With rates of overweight and obesity in the U.S. increasing throughout the 1980s and 1990s, some researchers projected those trends would continue into the next century and that type 2 diabetes and heart disease risks would rise with them.
The most recent obesity data come from two nationally-representative studies of about 6,000 adults and 4,000 kids and teens who had their heights and weights measured in a mobile exam center in 2009 and 2010.
From that data, researchers calculated each person's body mass index, or BMI -- a ratio of weight to height. A BMI of 30 or over -- equal to a five-foot, six-inch adult weighing 186 pounds or a kid in the 95th percentile or higher on growth charts -- is considered obese.
Cynthia Ogden from the Centers for Disease Control and Prevention and her colleagues found that between 35 and 36 percent of both men and women were obese. While obesity rates in men were similar across races, that wasn't the case in women: 32 percent of white women were obese, compared to almost 59 percent of black women.
Compared to data from 1999 to 2000, the numbers represented a less than one percent annual increase in the rate of obesity in men overall, and no net increase in women. The exceptions were black and Mexican American women, who also had slightly higher obesity rates in 2009 and 2010 than a decade earlier.
Ogden said that the long-term results suggest rates of obesity in men have slowly caught up to rates in women.

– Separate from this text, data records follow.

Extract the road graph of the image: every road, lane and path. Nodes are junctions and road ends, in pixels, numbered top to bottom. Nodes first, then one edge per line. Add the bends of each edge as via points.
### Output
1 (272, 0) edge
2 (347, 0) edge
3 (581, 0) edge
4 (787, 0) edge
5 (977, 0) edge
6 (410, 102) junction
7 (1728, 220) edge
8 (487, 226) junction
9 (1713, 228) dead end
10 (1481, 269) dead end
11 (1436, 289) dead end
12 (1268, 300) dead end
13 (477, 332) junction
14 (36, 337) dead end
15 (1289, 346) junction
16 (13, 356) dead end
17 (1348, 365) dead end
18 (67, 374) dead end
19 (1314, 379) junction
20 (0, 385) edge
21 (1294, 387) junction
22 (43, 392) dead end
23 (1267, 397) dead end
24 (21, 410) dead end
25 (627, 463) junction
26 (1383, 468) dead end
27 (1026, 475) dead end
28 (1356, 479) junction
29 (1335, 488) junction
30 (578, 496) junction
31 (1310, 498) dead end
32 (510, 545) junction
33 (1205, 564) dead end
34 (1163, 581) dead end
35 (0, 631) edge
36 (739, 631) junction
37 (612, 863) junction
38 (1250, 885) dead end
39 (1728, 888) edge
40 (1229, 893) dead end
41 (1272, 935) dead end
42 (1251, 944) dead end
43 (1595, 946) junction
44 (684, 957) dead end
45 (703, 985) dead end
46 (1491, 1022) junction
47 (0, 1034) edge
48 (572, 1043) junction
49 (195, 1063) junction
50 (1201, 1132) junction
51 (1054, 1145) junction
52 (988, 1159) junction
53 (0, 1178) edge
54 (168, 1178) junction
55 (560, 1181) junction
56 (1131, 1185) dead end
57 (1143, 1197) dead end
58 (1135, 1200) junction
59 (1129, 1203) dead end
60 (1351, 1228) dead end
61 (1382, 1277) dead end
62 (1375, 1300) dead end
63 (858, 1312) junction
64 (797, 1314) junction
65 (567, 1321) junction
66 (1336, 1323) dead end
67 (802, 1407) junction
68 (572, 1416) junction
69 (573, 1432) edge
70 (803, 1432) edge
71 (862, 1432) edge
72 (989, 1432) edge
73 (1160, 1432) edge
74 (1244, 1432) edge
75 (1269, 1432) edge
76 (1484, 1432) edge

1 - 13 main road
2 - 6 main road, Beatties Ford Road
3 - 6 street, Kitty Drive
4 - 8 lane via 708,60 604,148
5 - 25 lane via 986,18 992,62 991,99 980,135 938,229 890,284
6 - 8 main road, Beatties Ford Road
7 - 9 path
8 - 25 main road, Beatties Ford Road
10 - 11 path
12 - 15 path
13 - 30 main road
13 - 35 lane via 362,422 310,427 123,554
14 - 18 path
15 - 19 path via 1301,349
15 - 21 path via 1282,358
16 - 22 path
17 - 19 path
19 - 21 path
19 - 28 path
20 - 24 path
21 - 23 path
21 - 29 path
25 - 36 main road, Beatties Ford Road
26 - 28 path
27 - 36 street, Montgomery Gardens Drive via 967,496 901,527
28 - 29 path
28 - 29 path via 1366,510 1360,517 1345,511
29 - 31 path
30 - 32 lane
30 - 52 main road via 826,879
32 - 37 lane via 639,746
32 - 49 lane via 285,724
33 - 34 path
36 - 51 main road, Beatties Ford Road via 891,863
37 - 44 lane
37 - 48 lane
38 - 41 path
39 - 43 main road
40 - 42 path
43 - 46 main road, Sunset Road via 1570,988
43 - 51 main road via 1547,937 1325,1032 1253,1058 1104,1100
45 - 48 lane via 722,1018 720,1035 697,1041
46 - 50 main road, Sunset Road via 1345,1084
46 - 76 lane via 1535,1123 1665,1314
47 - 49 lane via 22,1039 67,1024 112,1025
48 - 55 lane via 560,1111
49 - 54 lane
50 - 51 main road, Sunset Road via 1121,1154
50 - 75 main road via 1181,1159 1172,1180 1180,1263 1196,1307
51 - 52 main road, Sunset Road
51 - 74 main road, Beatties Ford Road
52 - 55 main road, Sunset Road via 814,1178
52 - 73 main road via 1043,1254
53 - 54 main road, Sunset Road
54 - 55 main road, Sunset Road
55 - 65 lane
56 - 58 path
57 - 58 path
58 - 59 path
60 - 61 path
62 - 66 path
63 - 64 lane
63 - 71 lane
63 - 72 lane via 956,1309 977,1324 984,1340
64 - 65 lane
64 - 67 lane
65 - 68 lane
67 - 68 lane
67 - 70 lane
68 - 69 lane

But, she added, there was no change in obesity rates in any demographic compared to the most recent prior data, from 2007 to 2008.
Seventeen percent of kids and teens were obese, a rate that varied from 14 percent in white kids to almost a quarter of black kids. Overall rates were similar to those reported in 1999 and 2000 for girls, with a slight uptick in obesity among teen boys since then, Ogden and her colleagues reported in the Journal of the American Medical Association.
"I think that you can be fairly comfortable in saying that even if there is an increase, it's small relative to the increases in the 1980s and 1990s," Ogden said.
She told Reuters Health that there's also evidence that obesity rates are leveling off in some countries in Europe and elsewhere in the world.
RATES 'STILL QUITE HIGH'
Amika Singh, who has studied childhood obesity at VU University Medical Center in Amsterdam, said it's too early to draw conclusions on a more global scale.
"The basic thing is that, even if things are leveling off, these are still quite high numbers," Singh, who was not involved in the new research, told Reuters Health.
Ogden said it's difficult to point to one reason why the rate of obesity in the U.S. has seemed to stabilize, while some projections figured it would continue to rise.
"It was hard to know exactly why (the increase) was happening in the first place, because obesity is very complex and there are so many factors that contribute to it," she said.
Wang pointed toward efforts made by First Lady Michelle Obama to combat childhood obesity, as well as more funding going to research on obesity and how to prevent it.
"The impact is dramatic," he said. "I think this obesity data shows that a combination of many efforts can make some difference."